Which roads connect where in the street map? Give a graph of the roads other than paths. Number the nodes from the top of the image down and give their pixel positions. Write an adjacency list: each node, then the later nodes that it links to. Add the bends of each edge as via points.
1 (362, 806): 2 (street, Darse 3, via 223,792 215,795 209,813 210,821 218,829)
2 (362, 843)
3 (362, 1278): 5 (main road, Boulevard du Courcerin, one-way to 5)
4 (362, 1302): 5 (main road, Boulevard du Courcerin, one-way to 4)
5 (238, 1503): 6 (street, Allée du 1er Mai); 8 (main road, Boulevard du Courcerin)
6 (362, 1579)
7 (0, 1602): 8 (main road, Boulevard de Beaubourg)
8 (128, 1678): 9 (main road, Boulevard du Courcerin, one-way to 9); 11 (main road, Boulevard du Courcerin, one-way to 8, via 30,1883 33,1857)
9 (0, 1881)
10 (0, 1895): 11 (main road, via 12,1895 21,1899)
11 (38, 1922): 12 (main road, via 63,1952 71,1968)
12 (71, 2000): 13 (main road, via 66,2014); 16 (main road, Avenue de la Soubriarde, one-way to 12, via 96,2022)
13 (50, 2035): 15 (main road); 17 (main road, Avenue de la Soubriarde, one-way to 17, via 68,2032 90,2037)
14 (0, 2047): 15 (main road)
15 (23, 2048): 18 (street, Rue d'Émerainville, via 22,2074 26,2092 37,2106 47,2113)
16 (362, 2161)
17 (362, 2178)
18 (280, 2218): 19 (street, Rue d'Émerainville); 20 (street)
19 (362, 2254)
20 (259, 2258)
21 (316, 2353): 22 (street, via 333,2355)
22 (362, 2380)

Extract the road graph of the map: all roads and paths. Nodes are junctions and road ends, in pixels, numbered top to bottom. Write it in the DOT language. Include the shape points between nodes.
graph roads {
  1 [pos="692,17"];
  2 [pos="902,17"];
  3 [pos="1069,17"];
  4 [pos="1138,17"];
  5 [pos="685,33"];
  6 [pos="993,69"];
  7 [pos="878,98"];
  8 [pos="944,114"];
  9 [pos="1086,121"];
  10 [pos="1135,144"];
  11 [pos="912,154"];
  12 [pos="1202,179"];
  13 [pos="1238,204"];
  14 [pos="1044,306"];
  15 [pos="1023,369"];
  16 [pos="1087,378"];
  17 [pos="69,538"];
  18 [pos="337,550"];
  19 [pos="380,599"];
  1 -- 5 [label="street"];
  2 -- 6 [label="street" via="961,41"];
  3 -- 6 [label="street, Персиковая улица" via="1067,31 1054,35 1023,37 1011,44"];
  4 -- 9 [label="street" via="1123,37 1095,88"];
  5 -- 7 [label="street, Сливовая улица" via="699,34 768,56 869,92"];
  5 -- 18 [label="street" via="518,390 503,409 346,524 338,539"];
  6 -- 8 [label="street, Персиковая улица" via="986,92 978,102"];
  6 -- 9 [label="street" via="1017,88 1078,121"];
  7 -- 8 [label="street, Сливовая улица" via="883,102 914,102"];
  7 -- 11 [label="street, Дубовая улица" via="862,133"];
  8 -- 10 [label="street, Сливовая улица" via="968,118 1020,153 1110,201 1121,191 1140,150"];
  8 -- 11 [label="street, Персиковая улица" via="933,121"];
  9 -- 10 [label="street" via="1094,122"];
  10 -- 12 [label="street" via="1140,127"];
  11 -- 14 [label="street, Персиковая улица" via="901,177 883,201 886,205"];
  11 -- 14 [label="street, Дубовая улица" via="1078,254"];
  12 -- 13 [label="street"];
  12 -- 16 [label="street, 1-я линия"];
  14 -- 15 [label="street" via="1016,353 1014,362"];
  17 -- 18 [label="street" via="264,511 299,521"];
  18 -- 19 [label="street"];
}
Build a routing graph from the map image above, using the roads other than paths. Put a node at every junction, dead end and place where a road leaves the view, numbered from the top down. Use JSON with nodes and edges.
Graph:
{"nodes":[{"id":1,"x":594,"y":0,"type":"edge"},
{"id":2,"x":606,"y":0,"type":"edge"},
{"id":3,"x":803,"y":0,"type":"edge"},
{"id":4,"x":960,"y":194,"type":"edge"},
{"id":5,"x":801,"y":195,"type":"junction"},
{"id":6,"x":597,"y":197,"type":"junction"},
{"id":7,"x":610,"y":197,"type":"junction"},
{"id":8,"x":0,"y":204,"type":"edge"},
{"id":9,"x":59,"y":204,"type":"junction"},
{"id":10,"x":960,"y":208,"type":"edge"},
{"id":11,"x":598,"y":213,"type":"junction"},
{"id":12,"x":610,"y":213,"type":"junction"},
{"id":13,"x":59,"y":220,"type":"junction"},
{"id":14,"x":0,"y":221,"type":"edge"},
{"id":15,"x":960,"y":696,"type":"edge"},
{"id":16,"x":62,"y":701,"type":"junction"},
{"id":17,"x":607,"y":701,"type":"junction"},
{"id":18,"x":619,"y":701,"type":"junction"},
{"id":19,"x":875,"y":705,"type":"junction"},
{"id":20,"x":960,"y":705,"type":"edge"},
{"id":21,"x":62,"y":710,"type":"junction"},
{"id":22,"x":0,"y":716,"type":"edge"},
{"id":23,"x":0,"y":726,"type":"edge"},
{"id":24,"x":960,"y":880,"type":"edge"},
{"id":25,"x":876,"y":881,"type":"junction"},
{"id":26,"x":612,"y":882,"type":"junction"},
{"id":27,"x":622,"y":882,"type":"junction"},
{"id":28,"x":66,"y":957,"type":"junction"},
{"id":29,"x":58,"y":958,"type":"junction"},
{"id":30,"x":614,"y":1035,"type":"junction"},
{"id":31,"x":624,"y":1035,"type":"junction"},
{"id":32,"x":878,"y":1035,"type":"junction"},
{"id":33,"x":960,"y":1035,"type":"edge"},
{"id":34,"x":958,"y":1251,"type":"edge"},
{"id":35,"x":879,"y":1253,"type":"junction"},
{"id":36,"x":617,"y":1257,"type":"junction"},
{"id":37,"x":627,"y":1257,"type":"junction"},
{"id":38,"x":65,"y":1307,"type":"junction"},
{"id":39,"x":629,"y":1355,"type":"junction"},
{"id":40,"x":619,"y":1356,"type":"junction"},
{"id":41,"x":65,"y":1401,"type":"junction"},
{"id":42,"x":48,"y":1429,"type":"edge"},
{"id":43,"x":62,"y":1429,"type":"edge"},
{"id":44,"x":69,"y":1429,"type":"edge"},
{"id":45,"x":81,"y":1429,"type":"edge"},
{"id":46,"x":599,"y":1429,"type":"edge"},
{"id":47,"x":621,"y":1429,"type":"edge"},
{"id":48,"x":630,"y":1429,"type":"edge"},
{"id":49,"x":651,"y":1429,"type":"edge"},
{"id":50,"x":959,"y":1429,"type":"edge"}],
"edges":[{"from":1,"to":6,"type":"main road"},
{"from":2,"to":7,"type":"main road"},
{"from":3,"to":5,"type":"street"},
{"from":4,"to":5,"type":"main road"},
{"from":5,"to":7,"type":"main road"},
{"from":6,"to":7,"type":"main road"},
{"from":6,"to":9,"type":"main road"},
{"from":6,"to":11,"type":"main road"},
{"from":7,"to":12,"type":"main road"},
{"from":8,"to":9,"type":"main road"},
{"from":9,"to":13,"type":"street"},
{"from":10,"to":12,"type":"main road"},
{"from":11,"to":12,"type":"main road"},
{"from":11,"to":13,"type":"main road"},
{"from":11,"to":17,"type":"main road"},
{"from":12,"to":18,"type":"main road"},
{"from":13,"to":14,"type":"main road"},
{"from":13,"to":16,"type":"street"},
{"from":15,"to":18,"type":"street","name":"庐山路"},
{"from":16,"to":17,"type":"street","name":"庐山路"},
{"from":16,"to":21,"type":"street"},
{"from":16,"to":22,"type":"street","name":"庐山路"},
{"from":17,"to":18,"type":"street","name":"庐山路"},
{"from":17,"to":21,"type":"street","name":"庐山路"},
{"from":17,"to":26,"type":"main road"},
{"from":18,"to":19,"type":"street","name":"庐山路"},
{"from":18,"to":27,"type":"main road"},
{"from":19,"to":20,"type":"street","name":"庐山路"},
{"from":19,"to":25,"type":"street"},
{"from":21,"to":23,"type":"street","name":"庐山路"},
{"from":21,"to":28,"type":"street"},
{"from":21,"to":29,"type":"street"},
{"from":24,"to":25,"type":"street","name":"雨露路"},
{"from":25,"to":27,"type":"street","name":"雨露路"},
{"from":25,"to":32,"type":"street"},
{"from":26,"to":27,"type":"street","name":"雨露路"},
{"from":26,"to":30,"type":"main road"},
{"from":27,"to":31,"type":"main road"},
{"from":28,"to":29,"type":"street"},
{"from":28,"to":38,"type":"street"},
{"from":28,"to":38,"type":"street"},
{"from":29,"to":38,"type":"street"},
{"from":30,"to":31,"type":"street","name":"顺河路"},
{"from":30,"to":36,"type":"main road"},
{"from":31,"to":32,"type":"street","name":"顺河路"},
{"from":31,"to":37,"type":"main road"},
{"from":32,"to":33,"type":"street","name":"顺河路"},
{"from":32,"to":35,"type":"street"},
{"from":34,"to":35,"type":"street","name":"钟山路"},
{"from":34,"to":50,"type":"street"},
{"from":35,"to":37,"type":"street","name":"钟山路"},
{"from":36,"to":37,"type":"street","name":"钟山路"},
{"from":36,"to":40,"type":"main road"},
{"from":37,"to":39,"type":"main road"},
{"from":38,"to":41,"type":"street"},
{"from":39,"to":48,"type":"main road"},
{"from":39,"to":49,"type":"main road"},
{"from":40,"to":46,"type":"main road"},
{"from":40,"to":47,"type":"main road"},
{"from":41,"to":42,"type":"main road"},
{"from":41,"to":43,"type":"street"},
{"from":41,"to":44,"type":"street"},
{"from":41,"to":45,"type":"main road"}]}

____________

- Problem -
Give the number of lines in the entries that contain "than", and add nothing.

- Answer space -
2